Once the pictures are set aside, output all the records exactly.

Stored data entries
Segment Open

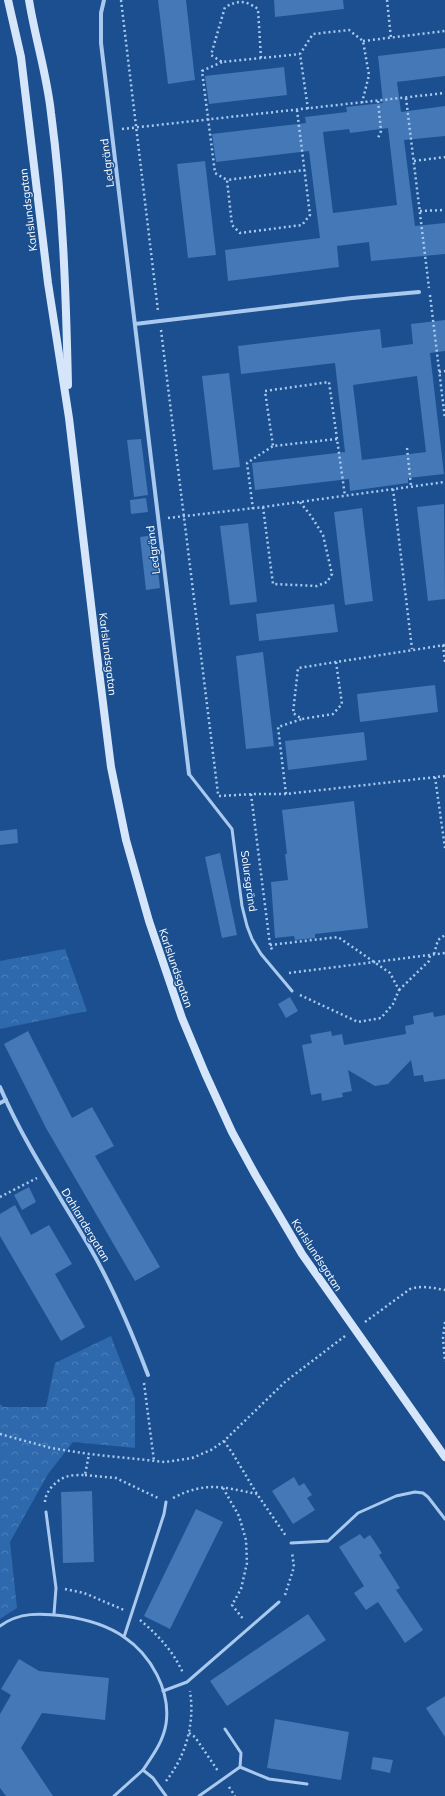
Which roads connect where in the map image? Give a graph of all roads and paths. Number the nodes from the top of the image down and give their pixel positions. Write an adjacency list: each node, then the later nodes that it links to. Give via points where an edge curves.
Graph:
1 (8, 0): 33 (main road, Karlslundsgatan, via 21,57 48,283)
2 (28, 0): 33 (main road, Karlslundsgatan, via 51,111 56,158 66,297)
3 (104, 0): 20 (street, Ledgränd, via 101,13 102,43)
4 (121, 0): 19 (path)
5 (386, 0): 7 (path)
6 (445, 31): 7 (path)
7 (391, 38): 8 (path)
8 (363, 41): 9 (path, via 349,30 313,34); 15 (path, via 369,75)
9 (300, 54): 10 (path); 16 (path)
10 (261, 58): 11 (path); 11 (path, via 258,9 249,3 236,1 225,7 212,55)
11 (222, 62): 18 (path, via 202,71)
12 (445, 93): 13 (path)
13 (406, 98): 14 (path); 23 (path)
14 (378, 101): 15 (path); 21 (path, via 381,131)
15 (362, 103): 16 (path)
16 (308, 109): 17 (path)
17 (298, 110): 18 (path); 24 (path)
18 (208, 120): 19 (path); 25 (path, via 215,173)
19 (136, 128): 20 (path); 29 (path)
20 (112, 130): 30 (street, Ledgränd)
21 (378, 138)
22 (445, 157): 23 (path)
23 (414, 161): 27 (path)
24 (305, 170): 25 (path); 25 (path, via 310,215 302,225 256,231 240,232 232,225)
25 (227, 180)
26 (445, 210): 27 (path)
27 (420, 211): 32 (path)
28 (419, 292): 29 (street)
29 (159, 321): 30 (street); 45 (path)
30 (135, 324): 46 (street, Ledgränd)
31 (445, 371): 32 (path)
32 (439, 372): 34 (path)
33 (69, 418): 84 (main road, Karlslundsgatan, via 111,767 126,840 149,921 182,1018 232,1132 302,1254)
34 (445, 419)
35 (337, 439): 36 (path); 36 (path, via 329,382 265,392); 41 (path)
36 (272, 446): 44 (path, via 247,462)
37 (407, 448): 39 (path)
38 (445, 482): 39 (path)
39 (411, 486): 40 (path)
40 (393, 489): 41 (path); 48 (path)
41 (345, 496): 42 (path)
42 (300, 502): 43 (path); 43 (path, via 323,535 332,574 327,582 317,586 273,584)
43 (263, 507): 44 (path)
44 (253, 509): 45 (path)
45 (183, 516): 46 (path); 57 (path)
46 (158, 519): 52 (street, Ledgränd)
47 (444, 645): 48 (path); 50 (path)
48 (412, 649): 49 (path)
49 (336, 662): 51 (path, via 342,704 333,714); 51 (path, via 298,668 292,713)
50 (445, 662)
51 (302, 719): 56 (path, via 278,727)
52 (189, 774): 58 (lane, Solursgränd)
53 (445, 776): 54 (path)
54 (435, 777): 56 (path); 59 (path)
55 (251, 794): 56 (path); 57 (path); 61 (path)
56 (286, 794)
57 (218, 796): 58 (path)
58 (212, 803): 68 (lane, Solursgränd, via 232,829 242,906 252,939)
59 (445, 848)
60 (445, 935): 63 (path, via 438,940)
61 (270, 945): 64 (path); 65 (path, via 338,937)
62 (445, 953): 63 (path)
63 (432, 955): 65 (path); 67 (path)
64 (275, 957)
65 (373, 962): 66 (path); 67 (path, via 390,973)
66 (286, 972)
67 (399, 990): 68 (path, via 393,1004 381,1018 358,1022)
68 (292, 991)
69 (0, 1087): 70 (street, Dahlandergatan)
70 (6, 1100): 71 (street); 72 (street, Dahlandergatan)
71 (0, 1103)
72 (45, 1174): 73 (path); 80 (street, Dahlandergatan, via 89,1246 115,1295)
73 (0, 1197)
74 (445, 1290): 76 (path, via 426,1286 410,1290)
75 (445, 1322): 77 (path)
76 (361, 1324)
77 (445, 1326): 79 (path)
78 (349, 1333): 82 (path, via 286,1381)
79 (445, 1362)
80 (148, 1375): 85 (path, via 144,1386)
81 (0, 1434): 83 (path, via 51,1448)
82 (224, 1441): 85 (path, via 192,1458); 88 (path)
83 (89, 1454): 85 (path); 86 (path)
84 (445, 1457)
85 (154, 1461)
86 (85, 1475): 89 (path, via 116,1478); 90 (path, via 68,1476 54,1484 45,1497)
87 (223, 1488): 88 (path); 89 (path, via 208,1486 186,1491); 96 (path, via 239,1516 246,1540 247,1563 241,1589 232,1605)
88 (257, 1494): 92 (path)
89 (166, 1502): 97 (lane)
90 (46, 1512): 94 (lane, via 56,1580)
91 (445, 1519): 92 (lane, via 428,1497 415,1492 396,1496 358,1513 328,1541)
92 (291, 1543): 93 (path, via 294,1567 285,1594)
93 (279, 1602): 96 (lane)
94 (54, 1614): 95 (lane, via 21,1616 10,1619); 97 (lane, via 81,1618)
95 (0, 1626)
96 (250, 1628): 98 (lane, via 187,1682)
97 (124, 1637): 98 (lane, via 144,1655 157,1675)
98 (163, 1691): 102 (lane, via 167,1709 166,1724 160,1744)
99 (224, 1729): 101 (lane, via 240,1753)
100 (189, 1732): 103 (path)
101 (240, 1767): 103 (lane); 104 (lane, via 270,1779)
102 (143, 1770): 105 (lane); 106 (lane, via 153,1778)
103 (223, 1779): 107 (lane); 108 (path)
104 (307, 1784)
105 (114, 1796)
106 (166, 1796)
107 (199, 1796)
108 (235, 1796)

Segment Closed

Completed exercise
Which roads connect where in the map image? Give a graph of all roads and paths. Number the nodes from the top of the image down and give their pixel positions. Write an adjacency list: each node, then the later nodes that it links to. Give via points where an edge curves.
Graph:
1 (8, 0): 33 (main road, Karlslundsgatan, via 21,57 48,283)
2 (28, 0): 33 (main road, Karlslundsgatan, via 51,111 56,158 66,297)
3 (104, 0): 20 (street, Ledgränd, via 101,13 102,43)
4 (121, 0): 19 (path)
5 (386, 0): 7 (path)
6 (445, 31): 7 (path)
7 (391, 38): 8 (path)
8 (363, 41): 9 (path, via 349,30 313,34); 15 (path, via 369,75)
9 (300, 54): 10 (path); 16 (path)
10 (261, 58): 11 (path); 11 (path, via 258,9 249,3 236,1 225,7 212,55)
11 (222, 62): 18 (path, via 202,71)
12 (445, 93): 13 (path)
13 (406, 98): 14 (path); 23 (path)
14 (378, 101): 15 (path); 21 (path, via 381,131)
15 (362, 103): 16 (path)
16 (308, 109): 17 (path)
17 (298, 110): 18 (path); 24 (path)
18 (208, 120): 19 (path); 25 (path, via 215,173)
19 (136, 128): 20 (path); 29 (path)
20 (112, 130): 30 (street, Ledgränd)
21 (378, 138)
22 (445, 157): 23 (path)
23 (414, 161): 27 (path)
24 (305, 170): 25 (path); 25 (path, via 310,215 302,225 256,231 240,232 232,225)
25 (227, 180)
26 (445, 210): 27 (path)
27 (420, 211): 32 (path)
28 (419, 292): 29 (street)
29 (159, 321): 30 (street); 45 (path)
30 (135, 324): 46 (street, Ledgränd)
31 (445, 371): 32 (path)
32 (439, 372): 34 (path)
33 (69, 418): 84 (main road, Karlslundsgatan, via 111,767 126,840 149,921 182,1018 232,1132 302,1254)
34 (445, 419)
35 (337, 439): 36 (path); 36 (path, via 329,382 265,392); 41 (path)
36 (272, 446): 44 (path, via 247,462)
37 (407, 448): 39 (path)
38 (445, 482): 39 (path)
39 (411, 486): 40 (path)
40 (393, 489): 41 (path); 48 (path)
41 (345, 496): 42 (path)
42 (300, 502): 43 (path); 43 (path, via 323,535 332,574 327,582 317,586 273,584)
43 (263, 507): 44 (path)
44 (253, 509): 45 (path)
45 (183, 516): 46 (path); 57 (path)
46 (158, 519): 52 (street, Ledgränd)
47 (444, 645): 48 (path); 50 (path)
48 (412, 649): 49 (path)
49 (336, 662): 51 (path, via 342,704 333,714); 51 (path, via 298,668 292,713)
50 (445, 662)
51 (302, 719): 56 (path, via 278,727)
52 (189, 774): 58 (lane, Solursgränd)
53 (445, 776): 54 (path)
54 (435, 777): 56 (path); 59 (path)
55 (251, 794): 56 (path); 57 (path); 61 (path)
56 (286, 794)
57 (218, 796): 58 (path)
58 (212, 803): 68 (lane, Solursgränd, via 232,829 242,906 252,939)
59 (445, 848)
60 (445, 935): 63 (path, via 438,940)
61 (270, 945): 64 (path); 65 (path, via 338,937)
62 (445, 953): 63 (path)
63 (432, 955): 65 (path); 67 (path)
64 (275, 957)
65 (373, 962): 66 (path); 67 (path, via 390,973)
66 (286, 972)
67 (399, 990): 68 (path, via 393,1004 381,1018 358,1022)
68 (292, 991)
69 (0, 1087): 70 (street, Dahlandergatan)
70 (6, 1100): 71 (street); 72 (street, Dahlandergatan)
71 (0, 1103)
72 (45, 1174): 73 (path); 80 (street, Dahlandergatan, via 89,1246 115,1295)
73 (0, 1197)
74 (445, 1290): 76 (path, via 426,1286 410,1290)
75 (445, 1322): 77 (path)
76 (361, 1324)
77 (445, 1326): 79 (path)
78 (349, 1333): 82 (path, via 286,1381)
79 (445, 1362)
80 (148, 1375): 85 (path, via 144,1386)
81 (0, 1434): 83 (path, via 51,1448)
82 (224, 1441): 85 (path, via 192,1458); 88 (path)
83 (89, 1454): 85 (path); 86 (path)
84 (445, 1457)
85 (154, 1461)
86 (85, 1475): 89 (path, via 116,1478); 90 (path, via 68,1476 54,1484 45,1497)
87 (223, 1488): 88 (path); 89 (path, via 208,1486 186,1491); 96 (path, via 239,1516 246,1540 247,1563 241,1589 232,1605)
88 (257, 1494): 92 (path)
89 (166, 1502): 97 (lane)
90 (46, 1512): 94 (lane, via 56,1580)
91 (445, 1519): 92 (lane, via 428,1497 415,1492 396,1496 358,1513 328,1541)
92 (291, 1543): 93 (path, via 294,1567 285,1594)
93 (279, 1602): 96 (lane)
94 (54, 1614): 95 (lane, via 21,1616 10,1619); 97 (lane, via 81,1618)
95 (0, 1626)
96 (250, 1628): 98 (lane, via 187,1682)
97 (124, 1637): 98 (lane, via 144,1655 157,1675)
98 (163, 1691): 102 (lane, via 167,1709 166,1724 160,1744)
99 (224, 1729): 101 (lane, via 240,1753)
100 (189, 1732): 103 (path)
101 (240, 1767): 103 (lane); 104 (lane, via 270,1779)
102 (143, 1770): 105 (lane); 106 (lane, via 153,1778)
103 (223, 1779): 107 (lane); 108 (path)
104 (307, 1784)
105 (114, 1796)
106 (166, 1796)
107 (199, 1796)
108 (235, 1796)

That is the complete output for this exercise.